For those who are wondering why that park has the name it does, it’s because for about 100 years, the site served as home to the Phoenix Indian School. (It’s also why the street is called Indian School Road.) The Phoenix Indian School was one of 357 such schools across the country and one of 51 in Arizona.
But let’s back up a bit more to get some additional context. In 1819, Congress passed and President James Monroe signed the Civilization Fund Act into law. Backed by an annual budget of $10,000 (over $160,000 in 2020), the Act brought in an era of assimilationist policies to “civilize” Native people. The Act wanted to introduce “among them the habits and arts of civilization.” The goal of the Act, sadly, was to put Native people in a position where they could be controlled, thereby allowing for the forcible resettlement of Indians to reservation lands west of the Mississippi River.

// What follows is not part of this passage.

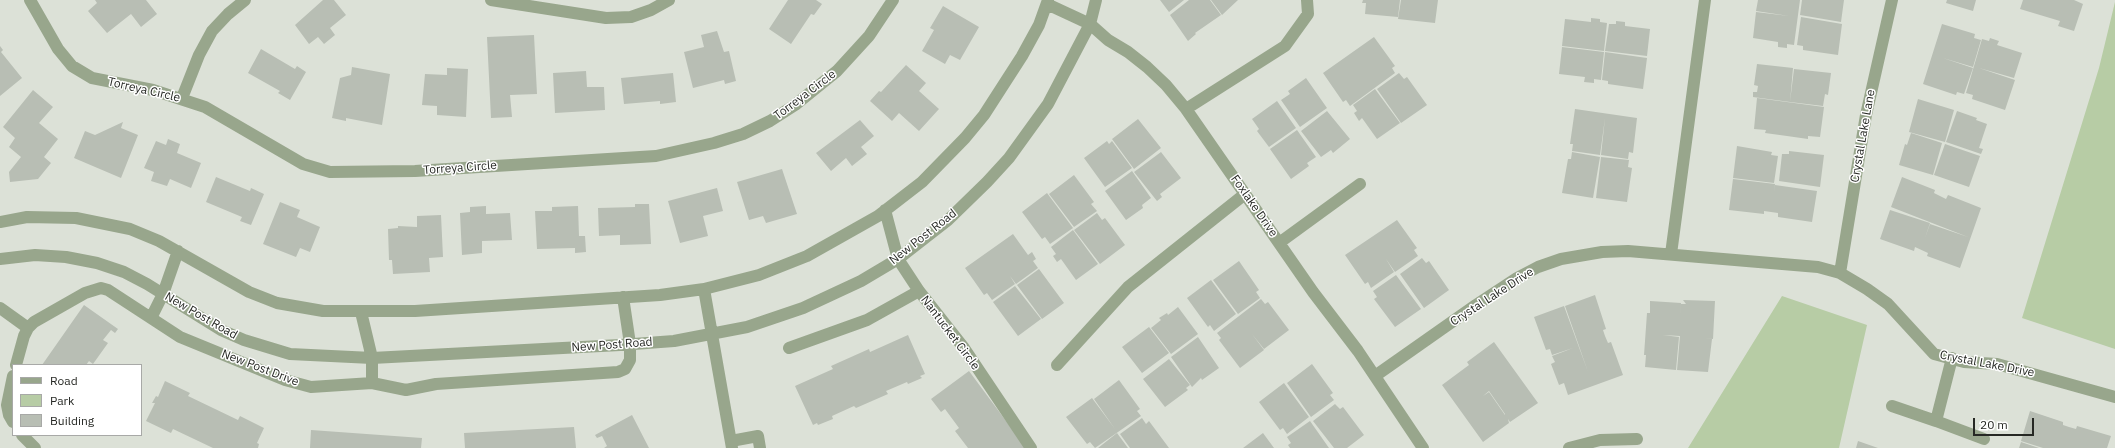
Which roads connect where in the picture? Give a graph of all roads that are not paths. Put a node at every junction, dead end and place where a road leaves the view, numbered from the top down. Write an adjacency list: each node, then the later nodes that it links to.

Early in the nineteenth century, boarding schools were set up by Christian and Catholic missionaries. The original Act directed to “employ capable persons of good moral character” to do the work. Indian families were coerced to send their children to these boarding schools. And while at these boarding schools, children were assimilated and further colonized into the Euro-American culture, making them more “American” and “Christian” in the process. In the eyes of the instructors and headmasters of these schools, Native culture was something to be ashamed of.
What were the habits of civilization that were being taught? Children were punished for speaking in their own languages, being forced to speak in English. Long hair, a point of pride for many children, was cut into the same “bowl” haircut. Their traditional clothing was abandoned for uniforms. Militaristic regimentation was instituted. The goal was to “Americanize” these children.
While most of those who became “code talkers” in World Wars I and II were forced to attend these boarding schools and be forced to forget their own language, it was their home language that became celebrated and venerated when it could be used in the service of the American military.
In the years since its closure, there have been reports of systematic physical and sexual abuse of the children who were at these schools.
This program of cultural assimilation continued up until the 1930s, when the Bureau of Indian Affairs, the US agency overseeing these schools, followed the recommendations of the Meriam Report of 1928. Meanwhile in Phoenix, the Phoenix Indian School continued its operation until 1990. (Yes. 1990!)
After the Phoenix Indian School closed, the land sat vacant for many years. The City of Phoenix adopted a Master Plan for a park to go on the Phoenix Indian School site in 1993, and the park opened in 2001 as Steele Indian School Park.
I bring this up in light of the collective conversations we’ve been having about how we recognize public space and the symbols therein. I don’t believe that Steele Indian School Park ought to be closed. I do believe that we have to do a better job of explaining the site’s history and being sensitive to it. Although there is a reasonable attempt at interpretation about the history of the site at the park, it could use some improvement. The exhibition Away from Home: American Indian Boarding School Stories at the Heard Museum does a much better job of interpretation, and the City of Phoenix could learn from them.
But there’s one important question that ought to be asked, especially in the middle of the cultural conversations we’re having about space. In normal times, the City of Phoenix’s official celebration of the July 4 Independence Day holiday is held at the Steele Indian School Park. But while it’s a park now, for nearly a century, it wasn’t a park. Given the history of the site where Native American children were kidnapped from their homes to become more Euro-American and punished for being Native American, is that an appropriate venue to celebrate Independence Day and the signing of a document that says “all men are created equal”?
As we work through our cultural conversation about public space, we have to recognize what’s in our own backyard. It’s important to acknowledge the challenging history that this site has, especially in the urban context of Phoenix.
This might be a good space to start.
Epilogue: In addition to the history of the park site as the Phoenix Indian School, there is one additional story that should be shared. On 27 July 2007, two news helicopters from KNXV-TV and KTVK-TV collided in mid-air over an empty part of the park site and crashed to the ground while covering a police chase, killing all four people in both helicopters. A memorial was dedicated at the park near the crash site in July 2008.